Clifford's trick is to create a Poet character, give him his own voice and leave him to conduct both the cast and the audience through the play. Aaron Shirley is perfect for the role of the Poet. He moulds Paul Brennen into a troubled, petty little Faust in brown suit and spectacles, and allows Dugald Bruce Lockhart to let rip in his red-suited, arrogant, Mephistopheles, who himself is making a bet with God that he can grab Faust's soul. So the Poet allows us to see Faust's carnal debauching. His tastes of depraved pleasure are all there on stage, from the obvious sexual orgy to the obscure eating of babies’ brains. As the supporting cast emerge from the pulled-back, shadowy set, this is a brilliant and exceedingly clever romp.

Until, that is, Faust wants to taste true love and falls for the pure, virginal Gretchen. Suddenly a new focus comes into play as her room is literally wheeled into centre stage. Clifford has problems dealing with the purity of Gretchen's character, and unfortunately Ruth Connell is not a strong enough actress to make up for dips in the writing.

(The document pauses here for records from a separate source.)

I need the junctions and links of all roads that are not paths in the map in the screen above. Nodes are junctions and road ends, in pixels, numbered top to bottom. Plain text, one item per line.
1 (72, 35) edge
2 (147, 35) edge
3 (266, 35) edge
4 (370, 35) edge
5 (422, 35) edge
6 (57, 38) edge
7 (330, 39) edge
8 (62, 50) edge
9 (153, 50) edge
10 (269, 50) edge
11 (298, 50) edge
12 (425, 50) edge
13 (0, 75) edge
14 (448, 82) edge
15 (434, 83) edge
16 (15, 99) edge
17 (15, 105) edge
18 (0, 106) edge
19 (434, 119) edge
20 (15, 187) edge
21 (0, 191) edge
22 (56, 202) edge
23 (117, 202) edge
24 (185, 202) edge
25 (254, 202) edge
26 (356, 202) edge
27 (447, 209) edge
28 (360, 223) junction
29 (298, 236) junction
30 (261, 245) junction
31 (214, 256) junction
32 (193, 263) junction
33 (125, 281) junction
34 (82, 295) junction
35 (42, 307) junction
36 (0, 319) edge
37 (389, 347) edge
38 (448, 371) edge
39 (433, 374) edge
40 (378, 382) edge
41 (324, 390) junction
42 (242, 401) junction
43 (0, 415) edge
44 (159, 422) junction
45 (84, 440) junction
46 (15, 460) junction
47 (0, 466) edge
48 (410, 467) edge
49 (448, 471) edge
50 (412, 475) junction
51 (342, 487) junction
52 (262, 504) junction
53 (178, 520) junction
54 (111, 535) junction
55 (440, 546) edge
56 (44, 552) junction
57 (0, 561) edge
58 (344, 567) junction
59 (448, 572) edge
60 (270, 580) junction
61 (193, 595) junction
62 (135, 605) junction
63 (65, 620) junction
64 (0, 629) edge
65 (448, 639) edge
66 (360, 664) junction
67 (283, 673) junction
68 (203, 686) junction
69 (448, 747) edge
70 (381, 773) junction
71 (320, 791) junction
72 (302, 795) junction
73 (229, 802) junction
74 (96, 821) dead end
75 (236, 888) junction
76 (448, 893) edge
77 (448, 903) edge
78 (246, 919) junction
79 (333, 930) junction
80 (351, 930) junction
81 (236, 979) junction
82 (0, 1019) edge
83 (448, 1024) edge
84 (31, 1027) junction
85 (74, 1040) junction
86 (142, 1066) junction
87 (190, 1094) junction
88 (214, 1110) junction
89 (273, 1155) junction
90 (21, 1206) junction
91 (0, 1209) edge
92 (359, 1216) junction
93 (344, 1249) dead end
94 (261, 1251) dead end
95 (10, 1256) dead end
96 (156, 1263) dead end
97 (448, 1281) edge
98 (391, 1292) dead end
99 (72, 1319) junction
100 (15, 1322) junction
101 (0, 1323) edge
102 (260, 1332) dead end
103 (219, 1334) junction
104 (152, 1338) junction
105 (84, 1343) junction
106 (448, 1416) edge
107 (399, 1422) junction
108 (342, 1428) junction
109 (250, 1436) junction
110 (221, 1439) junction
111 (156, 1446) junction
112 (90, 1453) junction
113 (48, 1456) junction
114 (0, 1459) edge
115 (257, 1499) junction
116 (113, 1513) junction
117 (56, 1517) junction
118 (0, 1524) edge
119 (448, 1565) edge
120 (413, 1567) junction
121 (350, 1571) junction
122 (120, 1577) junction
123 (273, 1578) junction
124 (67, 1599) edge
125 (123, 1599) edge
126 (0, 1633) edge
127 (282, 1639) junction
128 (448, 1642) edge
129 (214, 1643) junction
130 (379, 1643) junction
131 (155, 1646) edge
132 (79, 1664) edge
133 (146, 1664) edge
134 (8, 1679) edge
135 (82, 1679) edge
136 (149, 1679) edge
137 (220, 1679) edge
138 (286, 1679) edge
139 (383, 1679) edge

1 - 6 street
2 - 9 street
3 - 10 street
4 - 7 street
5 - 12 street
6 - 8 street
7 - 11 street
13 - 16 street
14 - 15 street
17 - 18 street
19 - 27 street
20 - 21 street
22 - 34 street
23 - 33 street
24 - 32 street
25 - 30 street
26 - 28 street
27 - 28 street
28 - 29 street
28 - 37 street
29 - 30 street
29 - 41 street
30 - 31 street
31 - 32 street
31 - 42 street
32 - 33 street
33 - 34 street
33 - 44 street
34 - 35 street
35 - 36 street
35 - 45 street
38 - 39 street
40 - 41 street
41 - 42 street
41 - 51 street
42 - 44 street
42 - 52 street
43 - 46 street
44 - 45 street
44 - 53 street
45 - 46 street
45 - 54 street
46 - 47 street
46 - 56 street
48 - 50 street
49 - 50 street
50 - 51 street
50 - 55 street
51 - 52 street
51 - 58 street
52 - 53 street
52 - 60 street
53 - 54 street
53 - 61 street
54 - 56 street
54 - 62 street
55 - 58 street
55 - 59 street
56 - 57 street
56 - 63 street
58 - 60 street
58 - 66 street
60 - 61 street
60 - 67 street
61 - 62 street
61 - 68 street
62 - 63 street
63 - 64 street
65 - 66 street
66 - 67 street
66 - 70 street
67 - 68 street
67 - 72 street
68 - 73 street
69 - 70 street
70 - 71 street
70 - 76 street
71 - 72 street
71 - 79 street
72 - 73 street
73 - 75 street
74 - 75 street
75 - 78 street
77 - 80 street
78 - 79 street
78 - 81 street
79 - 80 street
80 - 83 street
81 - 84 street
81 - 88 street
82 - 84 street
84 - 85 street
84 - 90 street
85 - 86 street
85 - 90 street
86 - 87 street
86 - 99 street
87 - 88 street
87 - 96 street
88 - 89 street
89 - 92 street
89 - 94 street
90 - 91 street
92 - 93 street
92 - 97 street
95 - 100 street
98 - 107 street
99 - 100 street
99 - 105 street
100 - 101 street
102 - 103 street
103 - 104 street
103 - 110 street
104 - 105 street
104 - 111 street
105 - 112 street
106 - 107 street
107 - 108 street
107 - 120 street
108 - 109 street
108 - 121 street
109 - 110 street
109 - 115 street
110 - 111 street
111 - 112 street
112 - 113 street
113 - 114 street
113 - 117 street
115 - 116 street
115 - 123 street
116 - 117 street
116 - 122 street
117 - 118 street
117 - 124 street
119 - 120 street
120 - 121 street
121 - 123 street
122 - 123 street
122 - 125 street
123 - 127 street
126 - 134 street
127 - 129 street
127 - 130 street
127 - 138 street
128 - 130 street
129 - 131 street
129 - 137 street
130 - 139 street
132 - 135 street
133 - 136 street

Yet the end of Part One still leaves you yearning to go straight into Part Two. It is a temptation worth resisting, if possible. Both parts are capable of standing alone and the second is best seen when the first has been fully digested.

In Part Two, the Poet changes gender as Isabella Jarett takes on the role; and the focus of the production moves again, this time onto the issue of over-masculinity and the notion that men's obsession with their penises is equated to the power they wield.

Of the two parts, the second strives to do the most but is the more flawed. The elements of comedy are still strong - Keith Macpherson as a six-foot penis is superb - but the whole does not have the fully rounded feel of Part One.

It is still splendid stuff, however. Ideas and jokes set up in the first part come to fruition and the fundamental nature of evil is explored as Faust falls in love with Helen of Troy and goes back to Ancient Greece - much to Mephistopheles bemusement as he didn't even exist yet.

For all its minor flaws and impediments, this double production (rated 16+) needs to be seen. And early enough in its run to leave time for a second view.